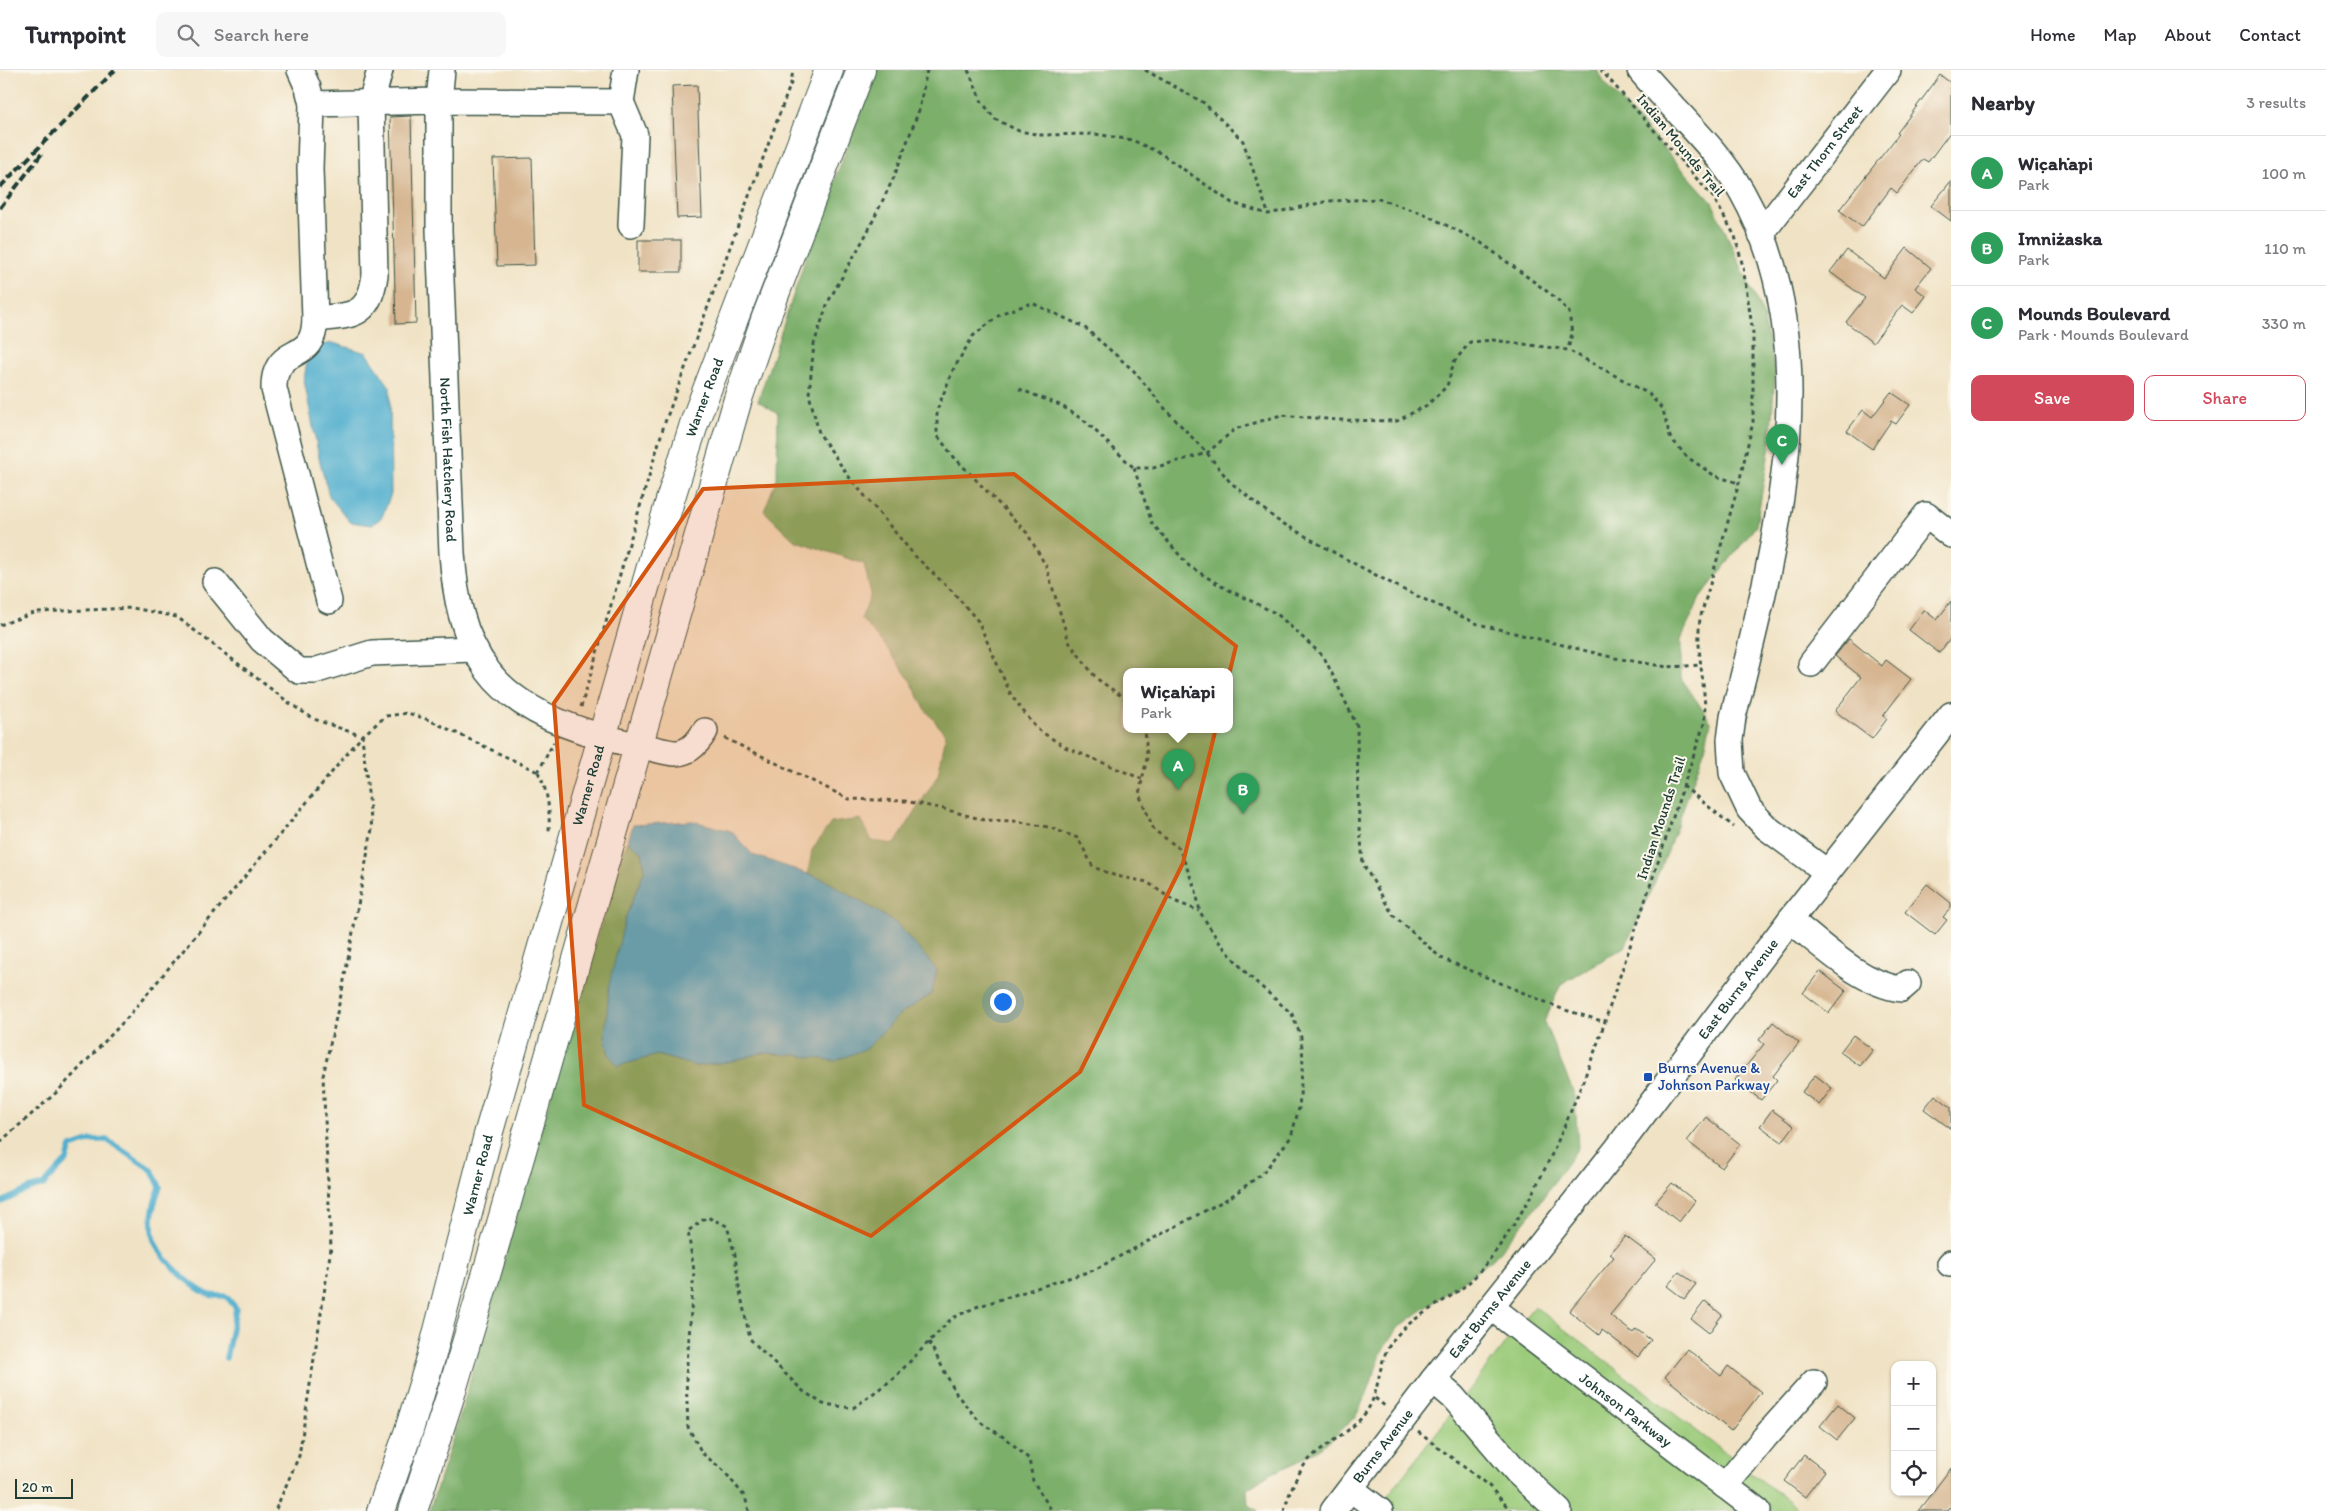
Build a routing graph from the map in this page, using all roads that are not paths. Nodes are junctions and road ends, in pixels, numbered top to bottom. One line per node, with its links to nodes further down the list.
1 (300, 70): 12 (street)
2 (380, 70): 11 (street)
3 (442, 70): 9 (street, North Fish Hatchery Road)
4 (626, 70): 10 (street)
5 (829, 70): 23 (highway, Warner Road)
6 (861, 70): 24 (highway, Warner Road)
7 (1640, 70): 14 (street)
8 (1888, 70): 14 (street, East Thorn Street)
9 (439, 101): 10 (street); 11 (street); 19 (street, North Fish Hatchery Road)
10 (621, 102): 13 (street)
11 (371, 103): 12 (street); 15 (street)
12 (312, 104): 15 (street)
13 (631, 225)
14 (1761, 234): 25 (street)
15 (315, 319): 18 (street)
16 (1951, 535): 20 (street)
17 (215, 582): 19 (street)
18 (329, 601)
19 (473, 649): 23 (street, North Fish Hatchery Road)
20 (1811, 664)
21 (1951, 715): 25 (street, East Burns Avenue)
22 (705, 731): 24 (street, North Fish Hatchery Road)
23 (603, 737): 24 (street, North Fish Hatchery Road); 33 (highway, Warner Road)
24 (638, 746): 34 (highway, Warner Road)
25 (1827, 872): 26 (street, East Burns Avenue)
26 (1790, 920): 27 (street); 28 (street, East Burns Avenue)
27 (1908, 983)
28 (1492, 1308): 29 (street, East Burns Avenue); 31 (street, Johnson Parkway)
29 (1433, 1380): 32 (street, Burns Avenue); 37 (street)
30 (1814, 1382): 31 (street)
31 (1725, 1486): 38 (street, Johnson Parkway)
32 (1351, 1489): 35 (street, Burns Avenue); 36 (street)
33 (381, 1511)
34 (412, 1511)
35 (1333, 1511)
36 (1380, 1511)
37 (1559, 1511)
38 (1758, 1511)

YOUR GOAL: Go through the listing above and copy each line that contains "Johnson".

RESPONSE TO THE EXERCISE:
28 (1492, 1308): 29 (street, East Burns Avenue); 31 (street, Johnson Parkway)
31 (1725, 1486): 38 (street, Johnson Parkway)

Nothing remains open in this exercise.